• WHAT TO WORK ON: Please repeat each entry. Match every word exactly.

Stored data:

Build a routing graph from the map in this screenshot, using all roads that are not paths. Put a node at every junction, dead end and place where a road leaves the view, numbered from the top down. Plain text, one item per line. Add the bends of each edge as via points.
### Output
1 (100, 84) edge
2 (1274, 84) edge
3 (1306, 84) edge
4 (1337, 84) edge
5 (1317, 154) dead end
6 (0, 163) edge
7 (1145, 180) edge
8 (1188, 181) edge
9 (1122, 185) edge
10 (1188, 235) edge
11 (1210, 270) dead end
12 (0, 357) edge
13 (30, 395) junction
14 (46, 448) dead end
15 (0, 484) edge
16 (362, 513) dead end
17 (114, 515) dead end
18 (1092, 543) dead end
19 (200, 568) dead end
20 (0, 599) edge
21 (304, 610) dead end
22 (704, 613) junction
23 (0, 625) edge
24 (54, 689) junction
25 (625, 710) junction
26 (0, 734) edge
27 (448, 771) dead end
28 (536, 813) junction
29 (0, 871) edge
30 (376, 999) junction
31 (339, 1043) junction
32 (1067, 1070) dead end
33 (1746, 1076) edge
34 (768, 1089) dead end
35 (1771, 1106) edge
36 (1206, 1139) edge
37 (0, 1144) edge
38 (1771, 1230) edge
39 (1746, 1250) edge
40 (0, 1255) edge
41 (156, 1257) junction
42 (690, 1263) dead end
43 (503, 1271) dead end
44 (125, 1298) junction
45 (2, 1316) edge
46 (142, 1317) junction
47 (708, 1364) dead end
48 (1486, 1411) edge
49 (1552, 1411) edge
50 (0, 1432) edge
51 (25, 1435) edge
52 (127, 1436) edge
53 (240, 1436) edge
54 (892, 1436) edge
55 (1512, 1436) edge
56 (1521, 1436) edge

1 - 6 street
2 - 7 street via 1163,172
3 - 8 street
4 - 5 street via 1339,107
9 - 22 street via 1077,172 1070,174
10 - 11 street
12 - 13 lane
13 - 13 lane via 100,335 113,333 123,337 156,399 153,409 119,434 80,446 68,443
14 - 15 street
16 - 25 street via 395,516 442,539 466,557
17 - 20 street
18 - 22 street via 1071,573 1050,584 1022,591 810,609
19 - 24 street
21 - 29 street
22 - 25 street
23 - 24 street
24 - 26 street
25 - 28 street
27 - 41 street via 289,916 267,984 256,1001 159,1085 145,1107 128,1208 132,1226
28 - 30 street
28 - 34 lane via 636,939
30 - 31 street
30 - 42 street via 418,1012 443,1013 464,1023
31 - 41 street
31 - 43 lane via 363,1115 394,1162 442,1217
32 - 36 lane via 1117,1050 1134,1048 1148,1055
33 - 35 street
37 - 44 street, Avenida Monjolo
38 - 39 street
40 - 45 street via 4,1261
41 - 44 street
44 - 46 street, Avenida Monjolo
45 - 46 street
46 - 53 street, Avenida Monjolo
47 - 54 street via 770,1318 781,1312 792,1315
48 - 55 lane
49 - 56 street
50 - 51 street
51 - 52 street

• RESULT OF THE EXERCISE:
Build a routing graph from the map in this screenshot, using all roads that are not paths. Put a node at every junction, dead end and place where a road leaves the view, numbered from the top down. Plain text, one item per line. Add the bends of each edge as via points.
### Output
1 (100, 84) edge
2 (1274, 84) edge
3 (1306, 84) edge
4 (1337, 84) edge
5 (1317, 154) dead end
6 (0, 163) edge
7 (1145, 180) edge
8 (1188, 181) edge
9 (1122, 185) edge
10 (1188, 235) edge
11 (1210, 270) dead end
12 (0, 357) edge
13 (30, 395) junction
14 (46, 448) dead end
15 (0, 484) edge
16 (362, 513) dead end
17 (114, 515) dead end
18 (1092, 543) dead end
19 (200, 568) dead end
20 (0, 599) edge
21 (304, 610) dead end
22 (704, 613) junction
23 (0, 625) edge
24 (54, 689) junction
25 (625, 710) junction
26 (0, 734) edge
27 (448, 771) dead end
28 (536, 813) junction
29 (0, 871) edge
30 (376, 999) junction
31 (339, 1043) junction
32 (1067, 1070) dead end
33 (1746, 1076) edge
34 (768, 1089) dead end
35 (1771, 1106) edge
36 (1206, 1139) edge
37 (0, 1144) edge
38 (1771, 1230) edge
39 (1746, 1250) edge
40 (0, 1255) edge
41 (156, 1257) junction
42 (690, 1263) dead end
43 (503, 1271) dead end
44 (125, 1298) junction
45 (2, 1316) edge
46 (142, 1317) junction
47 (708, 1364) dead end
48 (1486, 1411) edge
49 (1552, 1411) edge
50 (0, 1432) edge
51 (25, 1435) edge
52 (127, 1436) edge
53 (240, 1436) edge
54 (892, 1436) edge
55 (1512, 1436) edge
56 (1521, 1436) edge

1 - 6 street
2 - 7 street via 1163,172
3 - 8 street
4 - 5 street via 1339,107
9 - 22 street via 1077,172 1070,174
10 - 11 street
12 - 13 lane
13 - 13 lane via 100,335 113,333 123,337 156,399 153,409 119,434 80,446 68,443
14 - 15 street
16 - 25 street via 395,516 442,539 466,557
17 - 20 street
18 - 22 street via 1071,573 1050,584 1022,591 810,609
19 - 24 street
21 - 29 street
22 - 25 street
23 - 24 street
24 - 26 street
25 - 28 street
27 - 41 street via 289,916 267,984 256,1001 159,1085 145,1107 128,1208 132,1226
28 - 30 street
28 - 34 lane via 636,939
30 - 31 street
30 - 42 street via 418,1012 443,1013 464,1023
31 - 41 street
31 - 43 lane via 363,1115 394,1162 442,1217
32 - 36 lane via 1117,1050 1134,1048 1148,1055
33 - 35 street
37 - 44 street, Avenida Monjolo
38 - 39 street
40 - 45 street via 4,1261
41 - 44 street
44 - 46 street, Avenida Monjolo
45 - 46 street
46 - 53 street, Avenida Monjolo
47 - 54 street via 770,1318 781,1312 792,1315
48 - 55 lane
49 - 56 street
50 - 51 street
51 - 52 street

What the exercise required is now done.